### WORK TO BE COMPLETED
Look for the string "absolute" in the material below. Copy every line where you find it.

### DATA SHOWN
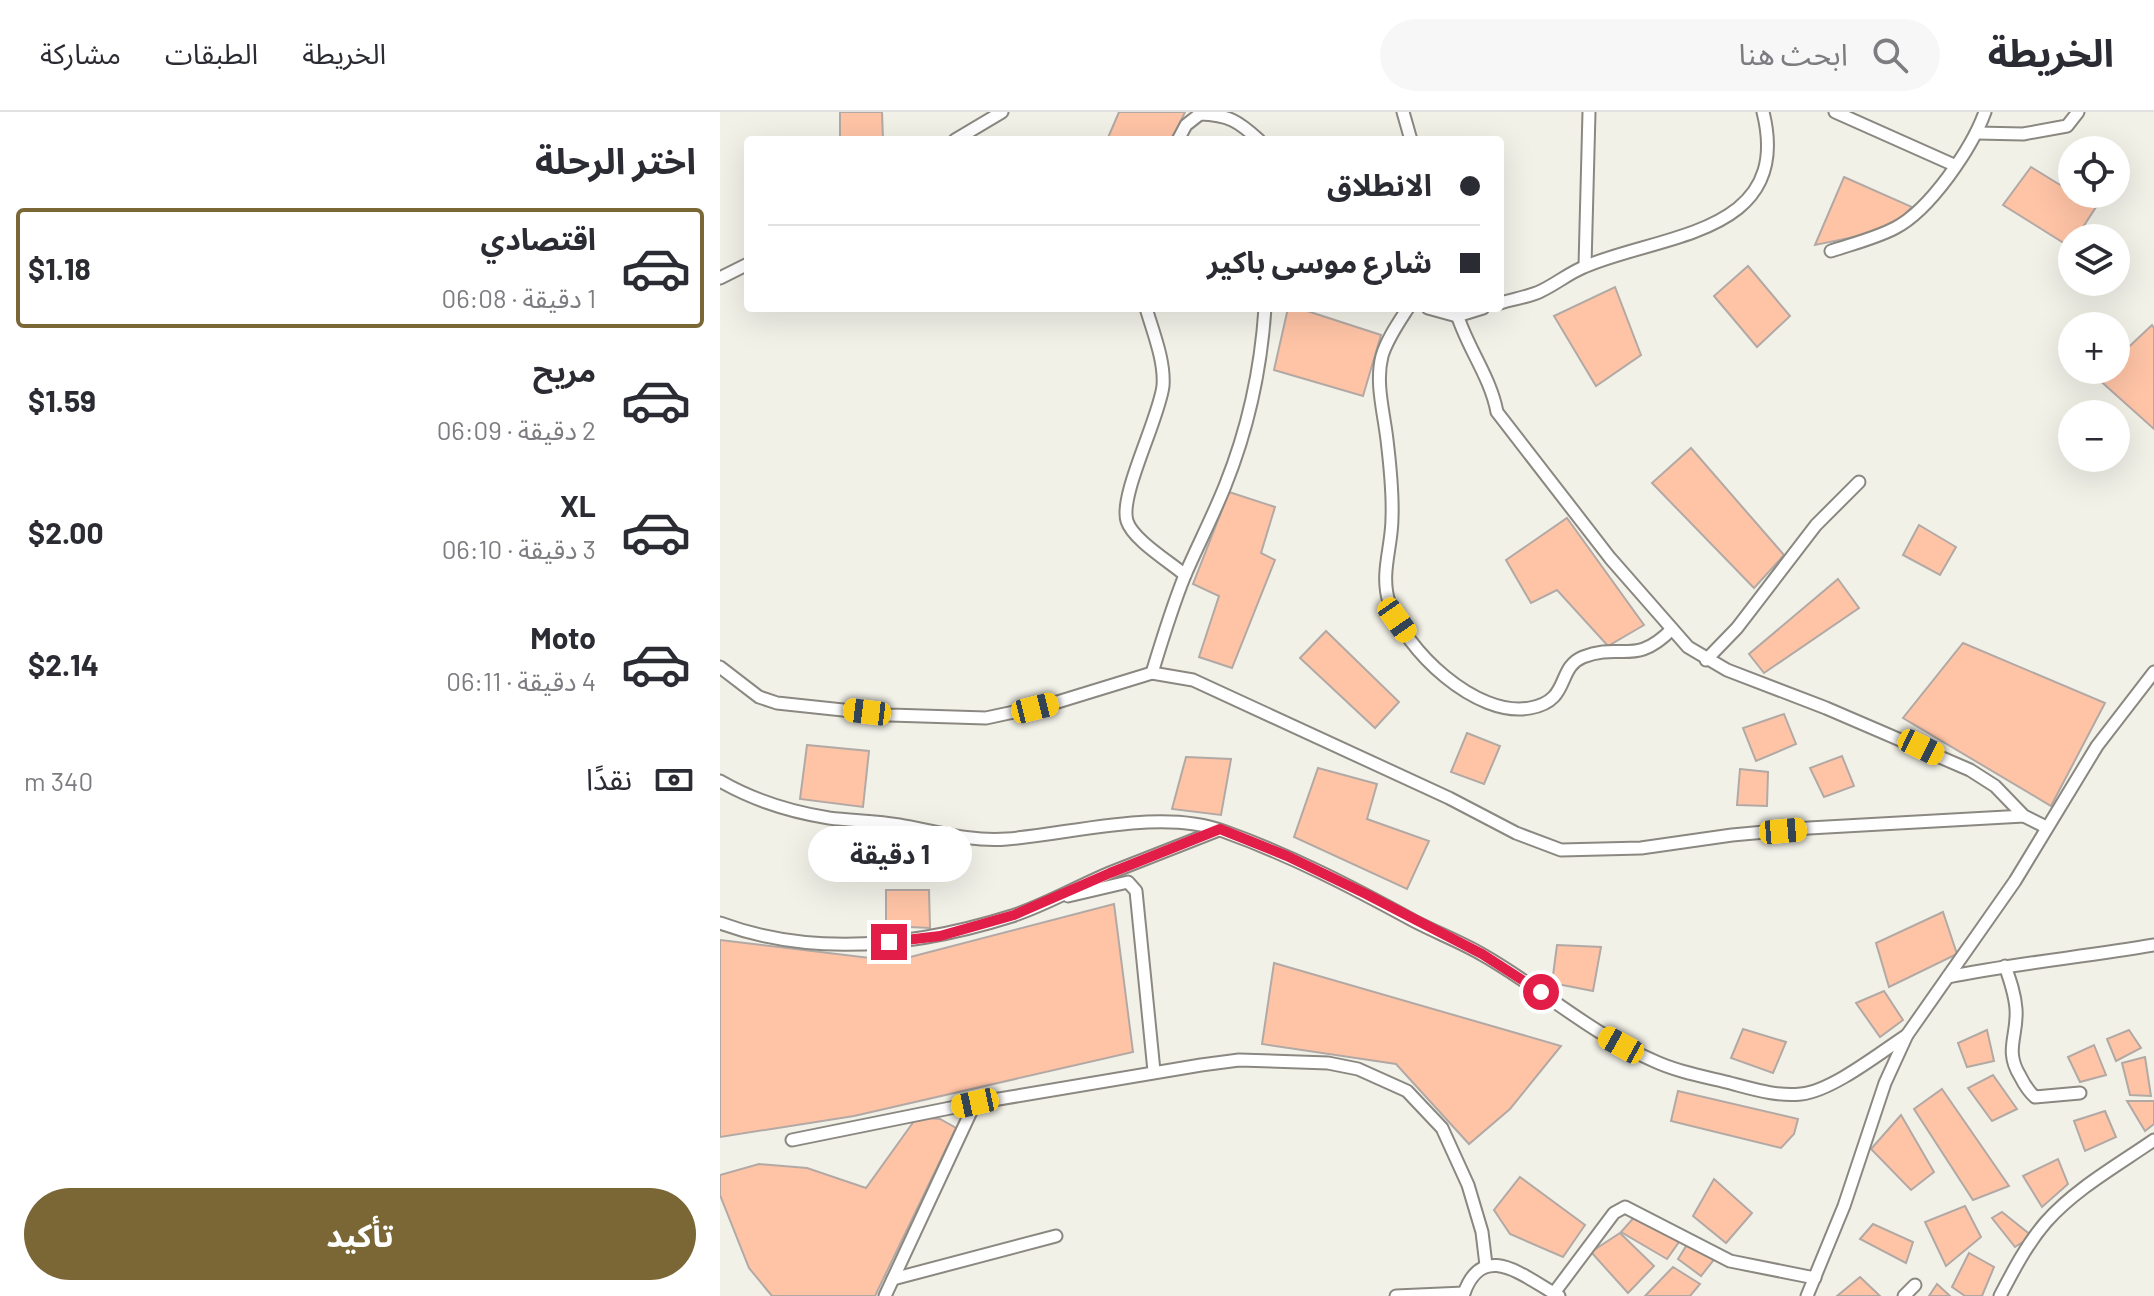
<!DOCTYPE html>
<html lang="ar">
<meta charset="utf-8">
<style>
:root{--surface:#fff;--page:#f7f7f7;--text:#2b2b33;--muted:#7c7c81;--line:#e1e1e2;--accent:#7a6735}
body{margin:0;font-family:Barlow,"Noto Sans Arabic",sans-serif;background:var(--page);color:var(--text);direction:rtl;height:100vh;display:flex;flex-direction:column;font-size:30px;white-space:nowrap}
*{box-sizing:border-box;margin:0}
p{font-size:26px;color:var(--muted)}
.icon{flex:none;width:44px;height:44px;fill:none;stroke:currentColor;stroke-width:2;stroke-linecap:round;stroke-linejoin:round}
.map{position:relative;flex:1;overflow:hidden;direction:ltr}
.sheet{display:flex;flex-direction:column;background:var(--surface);width:720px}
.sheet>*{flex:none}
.guide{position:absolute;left:24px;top:24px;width:760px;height:176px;border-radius:8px;box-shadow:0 8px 32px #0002;direction:rtl;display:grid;align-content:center;height:176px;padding:0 24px;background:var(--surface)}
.controls{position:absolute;left:1338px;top:24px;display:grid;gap:16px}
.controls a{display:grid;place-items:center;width:72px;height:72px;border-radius:50%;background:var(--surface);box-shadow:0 8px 32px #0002;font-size:40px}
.end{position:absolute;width:36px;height:36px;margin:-18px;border:10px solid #e11d48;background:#fff;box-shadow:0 0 0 4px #fff}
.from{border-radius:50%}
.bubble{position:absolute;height:56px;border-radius:28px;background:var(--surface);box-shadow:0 8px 32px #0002;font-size:26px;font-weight:700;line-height:56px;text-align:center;direction:rtl}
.car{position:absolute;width:24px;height:48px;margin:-24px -12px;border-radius:10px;box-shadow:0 0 6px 2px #0007;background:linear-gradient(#f5c518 24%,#345 0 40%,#f5c518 0 76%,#345 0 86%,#f5c518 0)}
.guide b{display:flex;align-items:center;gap:28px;height:76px;font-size:30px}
.guide b+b{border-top:2px solid var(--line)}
.guide i{width:20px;height:20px;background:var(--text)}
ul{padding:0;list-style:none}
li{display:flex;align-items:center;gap:24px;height:120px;margin:0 16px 12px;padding:0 8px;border:4px solid transparent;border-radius:8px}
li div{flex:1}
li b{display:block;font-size:30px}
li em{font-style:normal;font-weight:700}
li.on{border-color:var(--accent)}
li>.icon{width:72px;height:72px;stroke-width:1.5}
h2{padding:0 24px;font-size:36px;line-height:96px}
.pay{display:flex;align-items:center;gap:20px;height:88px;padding:0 24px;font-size:30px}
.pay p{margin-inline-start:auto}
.button{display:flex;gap:16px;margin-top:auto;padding:16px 24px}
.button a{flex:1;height:92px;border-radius:48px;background:var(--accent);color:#fff;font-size:32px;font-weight:700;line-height:92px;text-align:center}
header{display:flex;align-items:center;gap:48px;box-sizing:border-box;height:112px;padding:0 40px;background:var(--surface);border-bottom:2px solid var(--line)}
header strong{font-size:38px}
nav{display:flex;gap:44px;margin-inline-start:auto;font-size:28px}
.search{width:560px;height:72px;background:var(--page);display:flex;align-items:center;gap:20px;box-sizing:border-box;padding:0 28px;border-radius:44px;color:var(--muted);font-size:30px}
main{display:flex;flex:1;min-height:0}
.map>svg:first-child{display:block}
.building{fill:#ffc4a6;stroke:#b2a9a5;stroke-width:2}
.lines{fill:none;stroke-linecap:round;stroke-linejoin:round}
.street-casing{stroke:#8a8881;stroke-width:15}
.street{stroke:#fff;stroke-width:11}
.route{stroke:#e11d48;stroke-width:10}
</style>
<header>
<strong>الخريطة</strong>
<div class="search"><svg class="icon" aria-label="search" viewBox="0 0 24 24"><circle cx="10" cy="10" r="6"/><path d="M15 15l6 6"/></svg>ابحث هنا</div>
<nav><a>الخريطة</a><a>الطبقات</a><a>مشاركة</a></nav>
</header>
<main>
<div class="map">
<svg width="1434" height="1184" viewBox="0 0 1434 1184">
<rect width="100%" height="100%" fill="#f2f1e8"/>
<g class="building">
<path d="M120,0H162L163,28H120Z"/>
<path d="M399,0H465L452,28H387Z"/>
<path d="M1311,55L1376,95L1356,126H1352L1350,135L1283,93Z"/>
<path d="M1124,65L1192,95L1174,113L1144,123L1095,133Z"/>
<path d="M1028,154L1070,204L1037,235L994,184Z"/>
<path d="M895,175L921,243L876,274L834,204Z"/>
<path d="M568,196H578L661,223L643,284L554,258Z"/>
<path d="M1432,213L1434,216V317L1376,265L1384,258H1396V247Z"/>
<path d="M971,336L1064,443L1034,476L932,371Z"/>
<path d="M509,380L555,395L541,441L555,448L512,556L479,545L499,484L473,472Z"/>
<path d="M847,406L924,513L888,534L837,478L811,491L786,448Z"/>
<path d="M1199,413L1236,435L1220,463L1183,443Z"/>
<path d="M1118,467L1139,496L1044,561L1029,542Z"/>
<path d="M606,519L679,590L655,616L580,546Z"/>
<path d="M1243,531L1385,591L1331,694L1183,606Z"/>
<path d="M1064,602L1076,632L1036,649L1023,616Z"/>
<path d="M747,621L780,634L764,672L731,660Z"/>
<path d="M87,633L149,639L143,695L80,687Z"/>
<path d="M1122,644L1134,674L1104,685L1090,656Z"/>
<path d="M466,645L511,647L501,703L452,697Z"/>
<path d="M598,656L657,672L647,707L709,729L687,777L574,725Z"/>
<path d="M1020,657L1048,660L1047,694L1017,693Z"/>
<path d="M166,778H209L210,816L166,814Z"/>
<path d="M394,792L413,940L134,1004L0,1025V828L175,849Z"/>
<path d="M1223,800L1237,842L1169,875L1156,831Z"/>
<path d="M837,833L881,835L873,879L832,871Z"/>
<path d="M554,851L841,934L790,997L749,1032L676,952L542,932Z"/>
<path d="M1164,879L1183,908L1160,925L1136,891Z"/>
<path d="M1023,917L1066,930L1053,961L1011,946Z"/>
<path d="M1267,918L1274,949L1247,955L1238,931Z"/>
<path d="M1409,918L1421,936L1396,949L1387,927Z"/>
<path d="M1374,933L1386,963L1360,970L1348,945Z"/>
<path d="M1425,945L1431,984L1410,983L1402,951Z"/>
<path d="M1273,963L1297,997L1272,1009L1248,976Z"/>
<path d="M1222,977L1289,1074L1253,1088L1194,997Z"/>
<path d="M958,979L1078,1007L1074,1022L1061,1036L951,1009Z"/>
<path d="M1407,989H1434V1012L1425,1019Z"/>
<path d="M1385,999L1396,1025L1365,1039L1354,1009Z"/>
<path d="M1181,1003L1214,1060L1191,1078L1151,1037Z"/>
<path d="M197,1005L220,1007L236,1016L155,1184H52L29,1156L0,1083V1063L39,1052L87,1056L146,1076Z"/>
<path d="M1338,1047L1348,1072L1322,1095L1303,1064Z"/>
<path d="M800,1065L865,1113L843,1145L790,1122L774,1098Z"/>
<path d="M994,1067L1032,1101L1006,1131L973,1104Z"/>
<path d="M1245,1094L1261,1125L1226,1154L1205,1110Z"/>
<path d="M1282,1100L1312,1124L1295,1135L1272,1106Z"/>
<path d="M917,1102L959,1130L947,1147L901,1120Z"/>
<path d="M1153,1112L1193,1130L1186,1151L1140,1127Z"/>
<path d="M900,1121L934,1154L908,1181L871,1140Z"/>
<path d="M968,1131L996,1145L981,1164L958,1147Z"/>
<path d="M1249,1141L1274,1155L1262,1184H1245L1232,1175Z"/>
<path d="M953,1155L980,1172L970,1184H925Z"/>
<path d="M1140,1165L1160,1184H1117Z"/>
<path d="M1217,1172L1230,1184H1209Z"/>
</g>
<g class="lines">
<defs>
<g id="street">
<path d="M683,0L691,28"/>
<path d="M1115,0L1234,53"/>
<path d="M1257,21L1303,22L1347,14L1358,0"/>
<path d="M235,28L282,0"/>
<path d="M458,28L466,13L480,2C509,3 518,9 539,28"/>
<path d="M1111,139C1132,132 1156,126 1175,116C1210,98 1252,36 1265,0"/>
<path d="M865,154L869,0"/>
<path d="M0,166L28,152"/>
<path d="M780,191C793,187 809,185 821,179C836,172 849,161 864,155C939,122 1074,124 1043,0"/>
<path d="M426,196C433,220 445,249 443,274C439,307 399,383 407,409C413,428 450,450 465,463"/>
<path d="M688,196C679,210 667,227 662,244C655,271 664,301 667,328C670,353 673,381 672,406C672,435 660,461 669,490C685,538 756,606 810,596C851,589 836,556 863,545C901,530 915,555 952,517"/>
<path d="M708,196L737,204L763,196"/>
<path d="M735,196C745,233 770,263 777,300L890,446L968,535L1007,558L1106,596L1250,658L1275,674L1304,704L1326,715"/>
<path d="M986,548L1017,516L1096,413L1139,370"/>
<path d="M0,555L39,585L57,591L170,603L266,606L331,592L432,561L473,568L729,686L796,721L841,738L921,736L1012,723L1089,716L1304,704"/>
<path d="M432,561C442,528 452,495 465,463C478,433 493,404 505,374C528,317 541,257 545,196"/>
<path d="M0,669C33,688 71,700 109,706C132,709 156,709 179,713C214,719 251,730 287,727C351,722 441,696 503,719C570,743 632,775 694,809C717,821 741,830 763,843C821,876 871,922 932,948C955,959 981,964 1006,970C1030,976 1056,985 1081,982C1112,979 1161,940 1187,923"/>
<path d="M348,784L408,770L416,779L434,959"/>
<path d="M0,811C95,846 197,834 292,804C326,793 358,774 392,760C427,746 463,732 499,718"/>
<path d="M1285,854C1290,868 1295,882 1296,897C1298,924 1284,938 1300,964C1304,972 1308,979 1315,985L1360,981"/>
<path d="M1228,865C1296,851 1365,845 1434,833"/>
<path d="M72,1028L255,991L481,953L519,948L608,951L638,957L687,979L722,1016L748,1073L762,1120L766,1153"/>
<path d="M173,1167L336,1124"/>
<path d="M834,1181L894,1101L905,1095L1010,1149L1095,1166"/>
<path d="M165,1184L255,991"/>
<path d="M676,1184L744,1181"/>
<path d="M743,1184C762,1126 804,1165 839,1184"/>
<path d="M1087,1184L1124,1094L1165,971L1187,923L1295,769L1377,634L1434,560"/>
<path d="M1184,1184L1195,1173"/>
<path d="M1280,1184C1293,1159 1307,1132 1326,1110C1355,1077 1398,1053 1434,1028"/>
</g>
</defs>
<use href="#street" class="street-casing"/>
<use href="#street" class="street"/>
</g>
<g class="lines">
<path class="route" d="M169,830L220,824L294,803L390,761L500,717L567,744L646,782L762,842L821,880"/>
</g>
</svg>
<div class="controls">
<a><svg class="icon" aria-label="locate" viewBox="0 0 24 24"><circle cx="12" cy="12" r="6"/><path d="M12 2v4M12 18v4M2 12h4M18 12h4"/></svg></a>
<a><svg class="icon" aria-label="layers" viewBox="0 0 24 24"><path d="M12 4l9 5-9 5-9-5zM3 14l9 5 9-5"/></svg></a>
<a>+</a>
<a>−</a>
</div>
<i class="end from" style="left:821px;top:880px"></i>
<i class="end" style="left:169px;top:830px"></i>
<div class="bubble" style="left:88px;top:714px;width:164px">1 دقيقة</div>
<i class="car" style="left:677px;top:508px;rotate:145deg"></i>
<i class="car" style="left:315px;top:596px;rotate:76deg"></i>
<i class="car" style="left:147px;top:600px;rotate:277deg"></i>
<i class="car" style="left:1201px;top:635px;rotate:116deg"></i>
<i class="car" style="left:1063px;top:719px;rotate:85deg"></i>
<i class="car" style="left:901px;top:933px;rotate:299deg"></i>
<i class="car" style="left:255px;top:991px;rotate:258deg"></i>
<div class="guide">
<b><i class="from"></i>الانطلاق</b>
<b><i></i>شارع موسى باكير</b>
</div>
</div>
<section class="sheet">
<h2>اختر الرحلة</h2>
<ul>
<li class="on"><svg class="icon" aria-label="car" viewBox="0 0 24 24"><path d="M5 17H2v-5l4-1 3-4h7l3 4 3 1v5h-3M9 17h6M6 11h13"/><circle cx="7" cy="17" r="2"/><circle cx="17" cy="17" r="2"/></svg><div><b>اقتصادي</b><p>1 دقيقة · 06:08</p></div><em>$1.18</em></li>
<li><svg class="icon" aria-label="car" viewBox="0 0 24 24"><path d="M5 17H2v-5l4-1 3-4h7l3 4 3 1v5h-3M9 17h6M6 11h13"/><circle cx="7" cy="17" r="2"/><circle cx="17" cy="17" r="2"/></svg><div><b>مريح</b><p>2 دقيقة · 06:09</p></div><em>$1.59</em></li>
<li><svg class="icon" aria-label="car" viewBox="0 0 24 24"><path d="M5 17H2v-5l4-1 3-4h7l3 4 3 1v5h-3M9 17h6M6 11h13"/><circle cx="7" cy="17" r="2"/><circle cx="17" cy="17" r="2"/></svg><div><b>XL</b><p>3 دقيقة · 06:10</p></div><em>$2.00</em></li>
<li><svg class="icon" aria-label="car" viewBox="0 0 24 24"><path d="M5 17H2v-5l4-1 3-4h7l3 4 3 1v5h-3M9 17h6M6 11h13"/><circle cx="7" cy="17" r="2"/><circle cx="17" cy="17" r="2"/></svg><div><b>Moto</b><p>4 دقيقة · 06:11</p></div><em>$2.14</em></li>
</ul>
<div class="pay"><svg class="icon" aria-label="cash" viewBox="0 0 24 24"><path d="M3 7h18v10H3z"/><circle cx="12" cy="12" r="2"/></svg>نقدًا<p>340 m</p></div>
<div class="button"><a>تأكيد</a></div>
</section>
</main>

### RESULT OF THIS TASK
.guide{position:absolute;left:24px;top:24px;width:760px;height:176px;border-radius:8px;box-shadow:0 8px 32px #0002;direction:rtl;display:grid;align-content:center;height:176px;padding:0 24px;background:var(--surface)}
.controls{position:absolute;left:1338px;top:24px;display:grid;gap:16px}
.end{position:absolute;width:36px;height:36px;margin:-18px;border:10px solid #e11d48;background:#fff;box-shadow:0 0 0 4px #fff}
.bubble{position:absolute;height:56px;border-radius:28px;background:var(--surface);box-shadow:0 8px 32px #0002;font-size:26px;font-weight:700;line-height:56px;text-align:center;direction:rtl}
.car{position:absolute;width:24px;height:48px;margin:-24px -12px;border-radius:10px;box-shadow:0 0 6px 2px #0007;background:linear-gradient(#f5c518 24%,#345 0 40%,#f5c518 0 76%,#345 0 86%,#f5c518 0)}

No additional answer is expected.